Kabinet Indonesia Maju di bawah kepemimpinan Presiden Joko Widodo (Jokowi) barangkali harus mengevaluasi keseluruhan kebijakan logistik di tanah air. Sebab bisa jadi, banyak investor lari, karena ternyata ongkos produksi di Indonesia mahal.
Kinerja logistik Indonesia yang tercermin dari Logistics Performance Index (LPI) terus melorot. Melansir data World Bank, peringkat LPI terjun dari peringkat 45 pada 2018 menjadi peringkat ke 61, dengan skor keseluruhan 3 dari 5.
Sistem logistik Indonesia masih tertinggal dari negara tetangga di Asia Tenggara seperti Singapura, Malaysia, Thailand, dan Vietnam. Dari data World Bank, skor infrastruktur tertinggi dicapai oleh Singapura dengan skor 4,6, Malaysia 3,6 dengan peringkat ke-31, Thailand 3,5 dengan peringkat ke-37, dan Vietnam dengan skor 3,3 dengan peringkat ke-43.

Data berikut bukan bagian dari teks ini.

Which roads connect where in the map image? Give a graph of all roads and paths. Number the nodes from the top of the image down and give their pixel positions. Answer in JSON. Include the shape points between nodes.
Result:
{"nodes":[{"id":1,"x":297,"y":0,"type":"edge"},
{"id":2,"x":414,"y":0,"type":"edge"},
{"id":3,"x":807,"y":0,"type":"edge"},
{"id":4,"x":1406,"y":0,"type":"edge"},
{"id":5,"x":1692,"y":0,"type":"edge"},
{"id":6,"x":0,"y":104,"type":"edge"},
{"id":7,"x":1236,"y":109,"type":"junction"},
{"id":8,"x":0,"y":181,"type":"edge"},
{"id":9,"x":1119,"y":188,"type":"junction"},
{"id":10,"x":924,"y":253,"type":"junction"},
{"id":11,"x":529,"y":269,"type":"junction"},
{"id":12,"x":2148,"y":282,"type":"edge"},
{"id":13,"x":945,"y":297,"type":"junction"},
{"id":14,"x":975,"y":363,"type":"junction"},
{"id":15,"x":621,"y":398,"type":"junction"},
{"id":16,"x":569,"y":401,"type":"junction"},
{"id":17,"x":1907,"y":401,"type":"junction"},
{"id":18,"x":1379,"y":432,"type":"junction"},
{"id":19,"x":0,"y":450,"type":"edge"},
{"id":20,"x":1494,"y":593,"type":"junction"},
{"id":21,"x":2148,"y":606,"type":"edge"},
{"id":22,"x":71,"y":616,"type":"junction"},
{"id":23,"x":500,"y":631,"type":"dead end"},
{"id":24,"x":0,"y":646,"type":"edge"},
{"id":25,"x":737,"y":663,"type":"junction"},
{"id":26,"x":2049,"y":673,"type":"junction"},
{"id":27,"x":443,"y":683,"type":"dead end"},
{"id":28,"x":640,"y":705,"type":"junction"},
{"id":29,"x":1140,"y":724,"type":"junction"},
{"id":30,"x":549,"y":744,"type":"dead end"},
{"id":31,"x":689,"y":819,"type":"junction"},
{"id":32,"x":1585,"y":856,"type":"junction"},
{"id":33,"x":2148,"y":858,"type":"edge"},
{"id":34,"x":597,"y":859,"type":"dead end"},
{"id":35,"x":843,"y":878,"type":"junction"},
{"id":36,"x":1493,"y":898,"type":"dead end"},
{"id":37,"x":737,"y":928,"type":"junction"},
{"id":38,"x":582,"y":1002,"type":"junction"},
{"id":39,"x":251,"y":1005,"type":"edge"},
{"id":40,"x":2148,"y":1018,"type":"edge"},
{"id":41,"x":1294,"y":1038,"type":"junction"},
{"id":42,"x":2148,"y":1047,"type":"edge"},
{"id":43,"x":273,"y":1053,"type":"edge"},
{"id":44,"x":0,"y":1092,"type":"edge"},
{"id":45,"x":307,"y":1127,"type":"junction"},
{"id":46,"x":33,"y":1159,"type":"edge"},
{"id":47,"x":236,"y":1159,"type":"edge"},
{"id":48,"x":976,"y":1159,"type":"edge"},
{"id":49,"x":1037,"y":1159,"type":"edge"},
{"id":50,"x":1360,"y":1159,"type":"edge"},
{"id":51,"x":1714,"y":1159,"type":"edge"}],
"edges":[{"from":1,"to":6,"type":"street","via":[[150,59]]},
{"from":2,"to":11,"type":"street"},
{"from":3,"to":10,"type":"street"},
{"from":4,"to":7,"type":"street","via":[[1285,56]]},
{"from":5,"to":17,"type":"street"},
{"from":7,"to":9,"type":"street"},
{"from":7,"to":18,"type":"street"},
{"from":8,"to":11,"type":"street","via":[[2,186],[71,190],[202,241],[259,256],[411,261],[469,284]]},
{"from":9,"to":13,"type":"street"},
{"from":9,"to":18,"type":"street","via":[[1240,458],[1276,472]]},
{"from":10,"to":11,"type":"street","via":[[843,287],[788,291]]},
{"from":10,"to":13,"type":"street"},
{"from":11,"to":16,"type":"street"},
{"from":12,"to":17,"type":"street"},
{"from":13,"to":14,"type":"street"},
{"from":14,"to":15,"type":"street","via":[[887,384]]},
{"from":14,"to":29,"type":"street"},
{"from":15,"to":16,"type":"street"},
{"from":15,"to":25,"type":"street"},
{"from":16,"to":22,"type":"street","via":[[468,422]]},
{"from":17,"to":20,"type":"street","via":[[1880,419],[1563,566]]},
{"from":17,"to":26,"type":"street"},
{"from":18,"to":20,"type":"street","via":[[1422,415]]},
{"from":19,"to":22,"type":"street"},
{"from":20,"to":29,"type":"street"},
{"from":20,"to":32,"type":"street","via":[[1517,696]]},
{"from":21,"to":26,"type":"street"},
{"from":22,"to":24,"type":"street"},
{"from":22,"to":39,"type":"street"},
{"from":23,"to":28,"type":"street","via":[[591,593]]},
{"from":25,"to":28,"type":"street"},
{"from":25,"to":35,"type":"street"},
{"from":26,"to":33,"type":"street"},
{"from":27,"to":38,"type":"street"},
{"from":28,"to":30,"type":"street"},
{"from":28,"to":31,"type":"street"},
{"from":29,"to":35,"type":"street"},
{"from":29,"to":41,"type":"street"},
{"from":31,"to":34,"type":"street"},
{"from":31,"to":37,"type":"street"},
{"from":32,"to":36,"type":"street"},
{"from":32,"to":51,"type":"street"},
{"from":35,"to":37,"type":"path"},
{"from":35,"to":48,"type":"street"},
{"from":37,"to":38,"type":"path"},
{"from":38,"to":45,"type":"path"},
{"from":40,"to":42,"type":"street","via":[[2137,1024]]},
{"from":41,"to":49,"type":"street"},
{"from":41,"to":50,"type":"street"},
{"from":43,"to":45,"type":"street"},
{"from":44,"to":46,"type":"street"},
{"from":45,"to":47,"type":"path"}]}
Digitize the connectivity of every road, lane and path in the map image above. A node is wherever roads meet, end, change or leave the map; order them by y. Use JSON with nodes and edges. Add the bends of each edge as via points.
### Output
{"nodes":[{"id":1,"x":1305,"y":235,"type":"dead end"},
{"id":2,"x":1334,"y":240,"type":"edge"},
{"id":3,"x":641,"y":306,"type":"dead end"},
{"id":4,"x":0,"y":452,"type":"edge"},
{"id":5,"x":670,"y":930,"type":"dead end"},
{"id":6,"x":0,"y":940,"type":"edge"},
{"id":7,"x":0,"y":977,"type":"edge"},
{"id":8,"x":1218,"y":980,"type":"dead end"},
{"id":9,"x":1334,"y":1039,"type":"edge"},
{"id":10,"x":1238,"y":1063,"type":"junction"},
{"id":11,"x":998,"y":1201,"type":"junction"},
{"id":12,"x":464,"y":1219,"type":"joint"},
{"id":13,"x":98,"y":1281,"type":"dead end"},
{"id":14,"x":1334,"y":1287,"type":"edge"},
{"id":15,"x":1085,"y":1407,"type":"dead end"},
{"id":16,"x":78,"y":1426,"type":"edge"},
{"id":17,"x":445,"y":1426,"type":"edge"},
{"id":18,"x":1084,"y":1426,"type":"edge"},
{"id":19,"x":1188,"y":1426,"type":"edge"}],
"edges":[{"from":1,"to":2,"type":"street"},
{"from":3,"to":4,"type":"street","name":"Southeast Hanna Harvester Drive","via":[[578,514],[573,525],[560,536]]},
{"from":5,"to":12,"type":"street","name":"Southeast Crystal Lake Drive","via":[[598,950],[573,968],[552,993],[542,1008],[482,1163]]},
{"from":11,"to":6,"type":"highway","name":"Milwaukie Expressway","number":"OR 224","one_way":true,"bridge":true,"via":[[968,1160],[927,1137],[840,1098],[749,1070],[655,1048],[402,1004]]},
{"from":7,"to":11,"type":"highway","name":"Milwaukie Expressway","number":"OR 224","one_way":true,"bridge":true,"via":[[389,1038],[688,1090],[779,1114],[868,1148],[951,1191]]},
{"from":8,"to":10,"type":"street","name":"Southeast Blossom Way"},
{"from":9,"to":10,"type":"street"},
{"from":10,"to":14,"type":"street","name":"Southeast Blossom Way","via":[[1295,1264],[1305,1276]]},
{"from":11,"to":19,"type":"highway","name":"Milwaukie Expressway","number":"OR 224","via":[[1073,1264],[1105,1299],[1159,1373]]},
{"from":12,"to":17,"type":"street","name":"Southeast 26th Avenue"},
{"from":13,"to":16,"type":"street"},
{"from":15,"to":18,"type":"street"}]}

Dilihat dari biaya logistik pengiriman barang pun, Indonesia termasuk yang paling mahal dibandingkan negara-negara kawasan Asia Tenggara. Kisaran biaya logistik Indonesia mencapai 22% dari PDB, Singapura 8 %, Malaysia 13%, Thailand 15%, dan Vietnam 20%.
Melihat data tersebut, maka jangan heran jika investor besar seperti Tesla harus berpikir ulang sebelum berinvestasi di Indonesia. Begitu juga pembangunan Ibu Kota Negara (IKN) di Kalimantan Timur yang sampai saat ini juga belum mendapatkan investor.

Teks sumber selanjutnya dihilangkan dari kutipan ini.